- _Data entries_
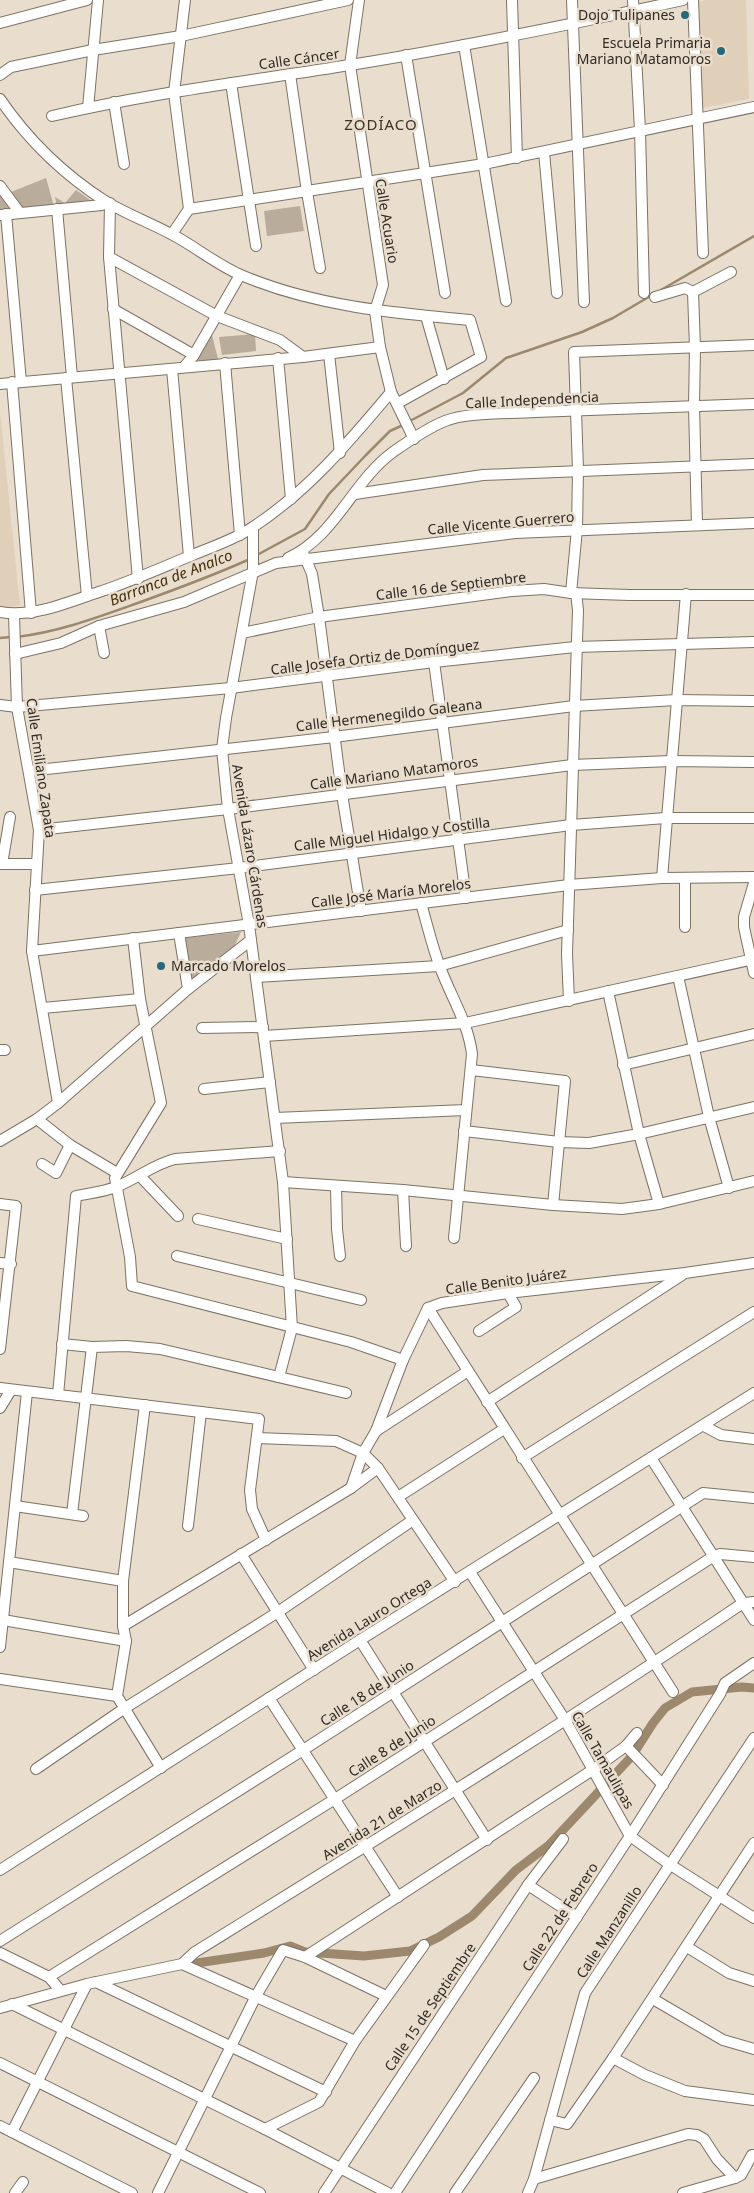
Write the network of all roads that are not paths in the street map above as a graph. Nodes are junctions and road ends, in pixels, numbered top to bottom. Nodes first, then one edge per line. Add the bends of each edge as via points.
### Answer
1 (87, 0) edge
2 (98, 0) edge
3 (185, 0) edge
4 (348, 0) edge
5 (359, 0) edge
6 (512, 0) edge
7 (572, 0) edge
8 (633, 0) edge
9 (684, 0) edge
10 (693, 0) edge
11 (634, 11) junction
12 (0, 23) edge
13 (573, 24) junction
14 (182, 36) junction
15 (514, 36) junction
16 (464, 45) junction
17 (93, 50) junction
18 (406, 55) junction
19 (350, 65) junction
20 (290, 74) junction
21 (0, 75) edge
22 (231, 83) junction
23 (174, 92) junction
24 (0, 99) edge
25 (114, 102) junction
26 (754, 107) edge
27 (88, 108) junction
28 (52, 116) dead end
29 (698, 118) junction
30 (640, 130) junction
31 (578, 145) junction
32 (544, 152) junction
33 (517, 158) junction
34 (124, 164) dead end
35 (484, 164) junction
36 (424, 173) junction
37 (367, 183) junction
38 (0, 186) edge
39 (307, 192) junction
40 (248, 201) junction
41 (108, 202) junction
42 (57, 209) junction
43 (189, 209) junction
44 (20, 213) junction
45 (3, 214) edge
46 (172, 234) junction
47 (256, 246) dead end
48 (703, 253) dead end
49 (109, 257) junction
50 (320, 268) dead end
51 (731, 272) dead end
52 (240, 275) junction
53 (693, 292) junction
54 (557, 293) dead end
55 (644, 293) dead end
56 (445, 294) dead end
57 (654, 297) dead end
58 (506, 301) dead end
59 (584, 302) dead end
60 (113, 309) junction
61 (375, 311) junction
62 (217, 316) junction
63 (426, 316) junction
64 (754, 345) edge
65 (380, 347) junction
66 (695, 348) junction
67 (330, 354) junction
68 (194, 355) junction
69 (303, 357) junction
70 (278, 358) junction
71 (225, 363) junction
72 (172, 368) junction
73 (184, 368) junction
74 (118, 373) junction
75 (69, 378) junction
76 (444, 379) junction
77 (16, 382) junction
78 (0, 384) edge
79 (391, 392) junction
80 (754, 404) edge
81 (694, 406) junction
82 (400, 407) junction
83 (576, 411) junction
84 (413, 435) junction
85 (340, 453) junction
86 (754, 464) edge
87 (696, 467) junction
88 (578, 470) junction
89 (355, 494) junction
90 (291, 499) junction
91 (754, 523) edge
92 (697, 524) junction
93 (577, 529) junction
94 (253, 530) junction
95 (240, 535) junction
96 (304, 555) junction
97 (189, 556) junction
98 (254, 568) junction
99 (138, 579) junction
100 (574, 593) junction
101 (686, 594) junction
102 (754, 594) edge
103 (86, 596) junction
104 (0, 612) edge
105 (31, 613) junction
106 (14, 615) junction
107 (319, 617) junction
108 (99, 626) junction
109 (242, 632) junction
110 (754, 642) edge
111 (682, 643) junction
112 (575, 647) junction
113 (15, 649) junction
114 (104, 653) dead end
115 (434, 662) junction
116 (327, 676) junction
117 (231, 688) junction
118 (676, 700) junction
119 (754, 701) edge
120 (0, 705) edge
121 (574, 706) junction
122 (17, 708) junction
123 (442, 722) junction
124 (334, 737) junction
125 (222, 749) junction
126 (671, 760) junction
127 (754, 762) edge
128 (572, 765) junction
129 (29, 771) junction
130 (450, 780) junction
131 (342, 794) junction
132 (228, 809) junction
133 (10, 817) dead end
134 (666, 818) junction
135 (754, 818) edge
136 (571, 825) junction
137 (38, 830) junction
138 (458, 838) junction
139 (351, 853) junction
140 (1, 864) edge
141 (37, 864) junction
142 (239, 868) junction
143 (754, 877) edge
144 (662, 878) junction
145 (685, 878) junction
146 (569, 885) junction
147 (753, 888) edge
148 (35, 890) junction
149 (466, 898) junction
150 (421, 903) junction
151 (361, 911) junction
152 (248, 925) junction
153 (685, 927) dead end
154 (568, 930) junction
155 (179, 933) junction
156 (133, 938) junction
157 (251, 940) junction
158 (32, 952) junction
159 (753, 959) edge
160 (439, 966) junction
161 (754, 973) edge
162 (678, 976) junction
163 (256, 977) junction
164 (188, 989) junction
165 (608, 991) junction
166 (140, 999) junction
167 (570, 1001) junction
168 (43, 1008) junction
169 (465, 1023) junction
170 (145, 1026) junction
171 (202, 1028) dead end
172 (263, 1032) junction
173 (754, 1034) edge
174 (694, 1047) junction
175 (623, 1065) junction
176 (471, 1070) junction
177 (270, 1082) junction
178 (204, 1089) dead end
179 (58, 1103) junction
180 (754, 1106) edge
181 (466, 1110) junction
182 (709, 1117) junction
183 (275, 1118) junction
184 (37, 1119) junction
185 (464, 1131) junction
186 (639, 1134) junction
187 (0, 1141) edge
188 (559, 1142) junction
189 (70, 1145) junction
190 (280, 1151) junction
191 (42, 1164) dead end
192 (117, 1173) junction
193 (140, 1176) junction
194 (754, 1181) edge
195 (283, 1182) junction
196 (336, 1186) junction
197 (116, 1187) junction
198 (729, 1188) junction
199 (403, 1190) junction
200 (459, 1195) junction
201 (0, 1204) edge
202 (659, 1204) junction
203 (553, 1205) junction
204 (178, 1216) dead end
205 (198, 1219) dead end
206 (454, 1238) dead end
207 (287, 1239) junction
208 (406, 1246) dead end
209 (177, 1256) dead end
210 (340, 1256) dead end
211 (754, 1263) edge
212 (5, 1264) edge
213 (685, 1273) junction
214 (290, 1283) junction
215 (508, 1292) junction
216 (361, 1300) dead end
217 (428, 1308) junction
218 (754, 1312) edge
219 (2, 1325) edge
220 (292, 1328) junction
221 (479, 1331) dead end
222 (62, 1344) junction
223 (92, 1347) junction
224 (0, 1349) edge
225 (403, 1360) junction
226 (468, 1372) junction
227 (279, 1377) junction
228 (5, 1389) edge
229 (27, 1392) junction
230 (346, 1393) dead end
231 (754, 1393) edge
232 (58, 1395) junction
233 (87, 1399) junction
234 (487, 1402) junction
235 (144, 1405) junction
236 (0, 1408) edge
237 (201, 1412) junction
238 (704, 1426) junction
239 (504, 1429) junction
240 (376, 1431) junction
241 (257, 1438) junction
242 (754, 1439) edge
243 (363, 1453) junction
244 (522, 1458) junction
245 (651, 1458) junction
246 (378, 1468) junction
247 (351, 1488) junction
248 (398, 1497) junction
249 (754, 1498) edge
250 (15, 1506) junction
251 (682, 1506) junction
252 (560, 1514) junction
253 (413, 1520) junction
254 (188, 1526) dead end
255 (266, 1540) junction
256 (242, 1554) junction
257 (714, 1556) junction
258 (754, 1557) edge
259 (9, 1562) junction
260 (591, 1564) junction
261 (470, 1572) junction
262 (118, 1581) junction
263 (455, 1582) junction
264 (749, 1602) edge
265 (278, 1612) junction
266 (623, 1614) junction
267 (3, 1620) junction
268 (754, 1620) edge
269 (502, 1623) junction
270 (123, 1626) junction
271 (360, 1640) junction
272 (126, 1641) junction
273 (0, 1647) edge
274 (654, 1663) junction
275 (754, 1663) edge
276 (314, 1670) junction
277 (533, 1671) junction
278 (0, 1679) edge
279 (393, 1692) junction
280 (672, 1692) dead end
281 (117, 1696) junction
282 (269, 1698) junction
283 (126, 1708) junction
284 (564, 1720) junction
285 (637, 1733) dead end
286 (754, 1738) edge
287 (424, 1741) junction
288 (626, 1746) junction
289 (303, 1750) junction
290 (161, 1768) junction
291 (36, 1769) dead end
292 (594, 1769) junction
293 (663, 1785) junction
294 (456, 1791) junction
295 (335, 1799) junction
296 (630, 1836) junction
297 (563, 1839) dead end
298 (487, 1840) junction
299 (753, 1846) edge
300 (365, 1847) junction
301 (669, 1864) junction
302 (0, 1870) edge
303 (528, 1885) junction
304 (398, 1896) junction
305 (719, 1897) junction
306 (577, 1917) junction
307 (754, 1918) edge
308 (0, 1941) edge
309 (424, 1946) dead end
310 (687, 1946) junction
311 (0, 1953) edge
312 (308, 1955) junction
313 (182, 1964) junction
314 (49, 1977) junction
315 (754, 1981) edge
316 (92, 1983) junction
317 (60, 1990) junction
318 (256, 1996) junction
319 (386, 1996) junction
320 (653, 1999) junction
321 (12, 2004) junction
322 (0, 2008) edge
323 (64, 2030) junction
324 (355, 2041) junction
325 (230, 2046) junction
326 (754, 2049) edge
327 (613, 2058) junction
328 (0, 2063) edge
329 (534, 2078) dead end
330 (38, 2082) junction
331 (326, 2092) junction
332 (203, 2100) junction
333 (754, 2100) edge
334 (550, 2120) junction
335 (0, 2126) edge
336 (265, 2129) junction
337 (12, 2132) junction
338 (178, 2152) junction
339 (754, 2155) edge
340 (340, 2168) junction
341 (735, 2178) junction
342 (534, 2179) junction
343 (24, 2182) dead end
344 (704, 2190) edge
345 (15, 2193) edge
346 (132, 2193) edge
347 (158, 2193) edge
348 (260, 2193) edge
349 (324, 2193) edge
350 (388, 2193) edge
351 (395, 2193) edge
352 (455, 2193) edge
353 (528, 2193) edge
354 (683, 2193) edge

1 - 12 street
2 - 17 street
3 - 14 street
4 - 14 street
5 - 19 street, Calle Acuario
6 - 15 street
7 - 13 street
8 - 11 street
9 - 11 street, Calle Cáncer
10 - 29 street
11 - 13 street, Calle Cáncer
11 - 30 street
13 - 15 street, Calle Cáncer
13 - 31 street
14 - 17 street
14 - 23 street
15 - 16 street, Calle Cáncer
15 - 33 street
16 - 18 street, Calle Cáncer
16 - 35 street
17 - 21 street via 11,67
17 - 27 street
18 - 19 street, Calle Cáncer
18 - 36 street
19 - 20 street, Calle Cáncer
19 - 37 street, Calle Acuario
20 - 22 street, Calle Cáncer
20 - 39 street
22 - 23 street, Calle Cáncer
22 - 40 street
23 - 25 street, Calle Cáncer
23 - 43 street
24 - 41 street via 17,124 51,160
25 - 27 street, Calle Cáncer
25 - 34 street
26 - 29 street
27 - 28 street, Calle Cáncer
29 - 30 street
29 - 48 street
30 - 31 street
30 - 55 street
31 - 32 street
31 - 59 street
32 - 33 street
32 - 54 street
33 - 35 street
35 - 36 street
35 - 58 street
36 - 37 street
36 - 56 street
37 - 39 street
37 - 61 street, Calle Acuario via 383,285
38 - 44 street
39 - 40 street
39 - 50 street
40 - 43 street
40 - 47 street
41 - 42 street
41 - 46 street
41 - 49 street
42 - 44 street
42 - 75 street
43 - 46 street
44 - 45 street
45 - 77 street
46 - 52 street
49 - 60 street
49 - 62 street
51 - 53 street
52 - 61 street via 300,295
52 - 62 street
53 - 57 street via 685,288
53 - 66 street
60 - 68 street
60 - 74 street
61 - 63 street
61 - 65 street, Calle Acuario
62 - 68 street
62 - 69 street via 280,340
63 - 76 street
63 - 76 street via 470,320 481,357
64 - 66 street
65 - 67 street
65 - 79 street, Calle Acuario
66 - 81 street
66 - 83 street via 574,352
67 - 69 street
67 - 85 street
68 - 73 street
69 - 70 street
70 - 71 street
70 - 90 street
71 - 73 street
71 - 95 street
72 - 73 street
72 - 74 street
72 - 97 street
74 - 75 street
74 - 99 street
75 - 77 street
75 - 103 street
76 - 82 street
77 - 78 street
77 - 105 street
79 - 82 street, Calle Acuario
79 - 85 street
80 - 81 street, Calle Independencia
81 - 83 street, Calle Independencia
81 - 87 street
82 - 84 street, Calle Acuario
83 - 84 street, Calle Independencia via 461,416
83 - 88 street
84 - 89 street, Calle Independencia via 370,474
85 - 90 street
86 - 87 street
87 - 88 street
87 - 92 street
88 - 89 street via 483,475
88 - 93 street
89 - 96 street, Calle Independencia
90 - 94 street
91 - 92 street, Calle Vicente Guerrero
92 - 93 street, Calle Vicente Guerrero
93 - 96 street, Calle Vicente Guerrero
93 - 100 street
94 - 95 street
94 - 98 street, Avenida Lázaro Cárdenas
95 - 97 street
96 - 98 street, Calle Vicente Guerrero
96 - 107 street via 312,574
97 - 99 street
98 - 108 street, Calle Vicente Guerrero via 184,602
98 - 109 street, Avenida Lázaro Cárdenas
99 - 103 street
100 - 101 street, Calle 16 de Septiembre
100 - 107 street, Calle 16 de Septiembre via 544,589 512,591
100 - 112 street via 578,610
101 - 102 street, Calle 16 de Septiembre
101 - 111 street
103 - 105 street
104 - 106 street
105 - 106 street
106 - 113 street, Calle Emiliano Zapata
107 - 109 street, Calle 16 de Septiembre
107 - 116 street
108 - 113 street, Calle Vicente Guerrero via 61,643
108 - 114 street
109 - 117 street, Avenida Lázaro Cárdenas
110 - 111 street, Calle Josefa Ortiz de Domínguez
111 - 112 street, Calle Josefa Ortiz de Domínguez
111 - 118 street
112 - 115 street, Calle Josefa Ortiz de Domínguez
112 - 121 street
113 - 122 street, Calle Emiliano Zapata
115 - 116 street, Calle Josefa Ortiz de Domínguez
115 - 123 street
116 - 117 street, Calle Josefa Ortiz de Domínguez
116 - 124 street
117 - 122 street, Calle Josefa Ortiz de Domínguez
117 - 125 street, Avenida Lázaro Cárdenas
118 - 119 street, Calle Hermenegildo Galeana
118 - 121 street, Calle Hermenegildo Galeana
118 - 126 street
120 - 122 street, Calle Josefa Ortiz de Domínguez
121 - 123 street, Calle Hermenegildo Galeana
121 - 128 street
122 - 129 street, Calle Emiliano Zapata
123 - 124 street, Calle Hermenegildo Galeana
123 - 130 street
124 - 125 street, Calle Hermenegildo Galeana
124 - 131 street
125 - 129 street, Calle Hermenegildo Galeana
125 - 132 street, Avenida Lázaro Cárdenas
126 - 127 street, Calle Mariano Matamoros
126 - 128 street, Calle Mariano Matamoros
126 - 134 street
128 - 130 street, Calle Mariano Matamoros
128 - 136 street
129 - 137 street, Calle Emiliano Zapata
130 - 131 street, Calle Mariano Matamoros
130 - 138 street
131 - 132 street, Calle Mariano Matamoros
131 - 139 street
132 - 137 street, Calle Mariano Matamoros
132 - 142 street, Avenida Lázaro Cárdenas
133 - 140 street
134 - 135 street, Calle Miguel Hidalgo y Costilla
134 - 136 street, Calle Miguel Hidalgo y Costilla
134 - 144 street
136 - 138 street, Calle Miguel Hidalgo y Costilla
136 - 146 street
137 - 141 street, Calle Emiliano Zapata
138 - 139 street, Calle Miguel Hidalgo y Costilla
138 - 149 street
139 - 142 street, Calle Miguel Hidalgo y Costilla
139 - 151 street
140 - 141 street
141 - 148 street, Calle Emiliano Zapata
142 - 148 street, Calle Miguel Hidalgo y Costilla
142 - 152 street, Avenida Lázaro Cárdenas
143 - 145 street, Calle José María Morelos
144 - 145 street, Calle José María Morelos
144 - 146 street, Calle José María Morelos
145 - 153 street
146 - 149 street, Calle José María Morelos
146 - 154 street
147 - 159 street via 744,917
148 - 158 street, Calle Emiliano Zapata
149 - 150 street, Calle José María Morelos
150 - 151 street, Calle José María Morelos
150 - 160 street
151 - 152 street, Calle José María Morelos
152 - 155 street, Calle José María Morelos
152 - 157 street, Avenida Lázaro Cárdenas
154 - 160 street
154 - 167 street
155 - 156 street, Calle José María Morelos
155 - 164 street
156 - 158 street, Calle José María Morelos
156 - 166 street
157 - 163 street
157 - 164 street, Avenida Lázaro Cárdenas
158 - 168 street, Calle Emiliano Zapata
159 - 161 street
159 - 162 street
160 - 163 street
160 - 169 street
162 - 165 street
162 - 174 street
163 - 172 street
164 - 170 street, Avenida Lázaro Cárdenas
165 - 167 street
165 - 175 street
166 - 168 street
166 - 170 street
167 - 169 street
168 - 179 street, Calle Emiliano Zapata
169 - 172 street
169 - 176 street via 470,1037
170 - 179 street, Avenida Lázaro Cárdenas
170 - 192 street via 161,1103
171 - 172 street
172 - 177 street
173 - 174 street
174 - 175 street
174 - 182 street
175 - 186 street
176 - 181 street
176 - 188 street via 565,1081
177 - 178 street
177 - 183 street
179 - 184 street, Avenida Lázaro Cárdenas
180 - 182 street
181 - 183 street
181 - 185 street
182 - 186 street
182 - 198 street
183 - 190 street
184 - 187 street, Avenida Lázaro Cárdenas
184 - 189 street
185 - 188 street
185 - 200 street
186 - 188 street via 589,1143
186 - 202 street
188 - 203 street
189 - 191 street via 56,1173
189 - 192 street
190 - 193 street via 175,1159 162,1162
190 - 195 street
192 - 197 street
193 - 197 street
193 - 204 street
194 - 198 street
195 - 196 street
195 - 207 street
196 - 199 street
196 - 210 street
197 - 220 street via 130,1257 132,1286
197 - 222 street via 76,1196
198 - 202 street
199 - 200 street
199 - 208 street
200 - 203 street
200 - 206 street
201 - 212 street via 16,1206
202 - 203 street via 622,1208
205 - 207 street
207 - 214 street
209 - 214 street
211 - 213 street, Calle Benito Juárez
212 - 219 street
213 - 215 street, Calle Benito Juárez
213 - 234 street
214 - 216 street
214 - 220 street
215 - 217 street, Calle Benito Juárez
215 - 221 street via 516,1307
217 - 225 street
217 - 226 street
218 - 244 street
219 - 224 street
220 - 225 street via 351,1342
220 - 227 street
222 - 223 street
222 - 232 street
223 - 227 street via 160,1349
223 - 233 street
225 - 240 street
226 - 234 street
226 - 240 street
227 - 230 street
228 - 229 street
228 - 236 street
229 - 232 street
229 - 250 street
231 - 238 street, Avenida Lauro Ortega
232 - 233 street
233 - 235 street
233 - 250 street via 78,1515
234 - 239 street
235 - 237 street
235 - 262 street via 125,1570
237 - 241 street via 259,1418
237 - 254 street
238 - 242 street via 721,1435
238 - 245 street, Avenida Lauro Ortega
239 - 244 street
239 - 248 street
240 - 243 street
241 - 243 street via 336,1441
241 - 255 street via 250,1490 252,1509
243 - 246 street
243 - 247 street
244 - 252 street
245 - 251 street
245 - 252 street, Avenida Lauro Ortega
246 - 247 street
246 - 248 street
247 - 255 street
248 - 253 street
249 - 251 street, Calle 18 de Junio via 703,1493
250 - 259 street
251 - 257 street
251 - 260 street, Calle 18 de Junio
252 - 260 street
252 - 261 street, Avenida Lauro Ortega
253 - 263 street
253 - 265 street
255 - 256 street
256 - 265 street
256 - 270 street
257 - 258 street
257 - 264 street
257 - 266 street, Calle 8 de Junio
259 - 262 street
259 - 267 street
260 - 266 street
260 - 269 street, Calle 18 de Junio
261 - 263 street, Avenida Lauro Ortega
261 - 269 street, Calle Tamaulipas
262 - 270 street
263 - 271 street, Avenida Lauro Ortega
264 - 268 street
264 - 274 street, Avenida 21 de Marzo
265 - 276 street
265 - 283 street
266 - 274 street
266 - 277 street, Calle 8 de Junio
267 - 272 street
267 - 273 street
269 - 277 street, Calle Tamaulipas
269 - 279 street, Calle 18 de Junio
270 - 272 street
271 - 276 street, Avenida Lauro Ortega
271 - 279 street
272 - 281 street
274 - 280 street
274 - 284 street, Avenida 21 de Marzo
275 - 293 street, Calle 22 de Febrero via 725,1683
276 - 282 street, Avenida Lauro Ortega
277 - 284 street, Calle Tamaulipas
277 - 287 street, Calle 8 de Junio
278 - 281 street
279 - 287 street
279 - 289 street, Calle 18 de Junio
281 - 283 street
282 - 289 street
282 - 290 street, Avenida Lauro Ortega
283 - 290 street
283 - 291 street
284 - 292 street, Calle Tamaulipas
284 - 294 street, Avenida 21 de Marzo
285 - 288 street
286 - 301 street, Calle Manzanillo
287 - 294 street
287 - 295 street, Calle 8 de Junio
288 - 292 street
288 - 293 street
289 - 295 street
289 - 308 street, Calle 18 de Junio
290 - 302 street, Avenida Lauro Ortega
292 - 296 street, Calle Tamaulipas
292 - 298 street
293 - 296 street, Calle 22 de Febrero
294 - 298 street
294 - 300 street, Avenida 21 de Marzo
295 - 300 street
295 - 314 street, Calle 8 de Junio
296 - 301 street, Calle Tamaulipas
296 - 306 street, Calle 22 de Febrero
297 - 303 street, Calle 15 de Septiembre
298 - 304 street
299 - 305 street
300 - 304 street
300 - 313 street, Avenida 21 de Marzo via 195,1952
301 - 305 street, Calle Tamaulipas
301 - 334 street, Calle Manzanillo via 585,1993
303 - 306 street
303 - 340 street, Calle 15 de Septiembre
304 - 312 street
305 - 307 street, Calle Tamaulipas
305 - 310 street
306 - 351 street, Calle 22 de Febrero
309 - 319 street
310 - 315 street via 729,1973
310 - 320 street
311 - 314 street
312 - 318 street via 283,1950
312 - 319 street
313 - 316 street, Avenida 21 de Marzo
313 - 318 street
314 - 317 street
316 - 317 street, Avenida 21 de Marzo
316 - 323 street
316 - 325 street
317 - 321 street, Avenida 21 de Marzo
318 - 324 street
318 - 325 street
319 - 324 street
320 - 326 street via 724,2040
320 - 327 street
321 - 322 street, Avenida 21 de Marzo
321 - 323 street
323 - 330 street
323 - 332 street
324 - 331 street
325 - 331 street
325 - 332 street
327 - 333 street via 685,2091
327 - 334 street via 567,2124
328 - 330 street
329 - 352 street
330 - 337 street
330 - 338 street
331 - 336 street via 319,2102
332 - 336 street
332 - 338 street
334 - 342 street, Calle Manzanillo
335 - 337 street
336 - 340 street
337 - 346 street
338 - 347 street
338 - 348 street
339 - 341 street via 741,2175
340 - 349 street, Calle 15 de Septiembre
340 - 350 street
341 - 342 street via 704,2139 688,2134
341 - 344 street
342 - 353 street, Calle Manzanillo
343 - 345 street
344 - 354 street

- _EXERCISE INSTRUCTIONS_
For this exercise, return every line from the data that holds the string "Mariano".

- _RESPONSE_
126 - 127 street, Calle Mariano Matamoros
126 - 128 street, Calle Mariano Matamoros
128 - 130 street, Calle Mariano Matamoros
130 - 131 street, Calle Mariano Matamoros
131 - 132 street, Calle Mariano Matamoros
132 - 137 street, Calle Mariano Matamoros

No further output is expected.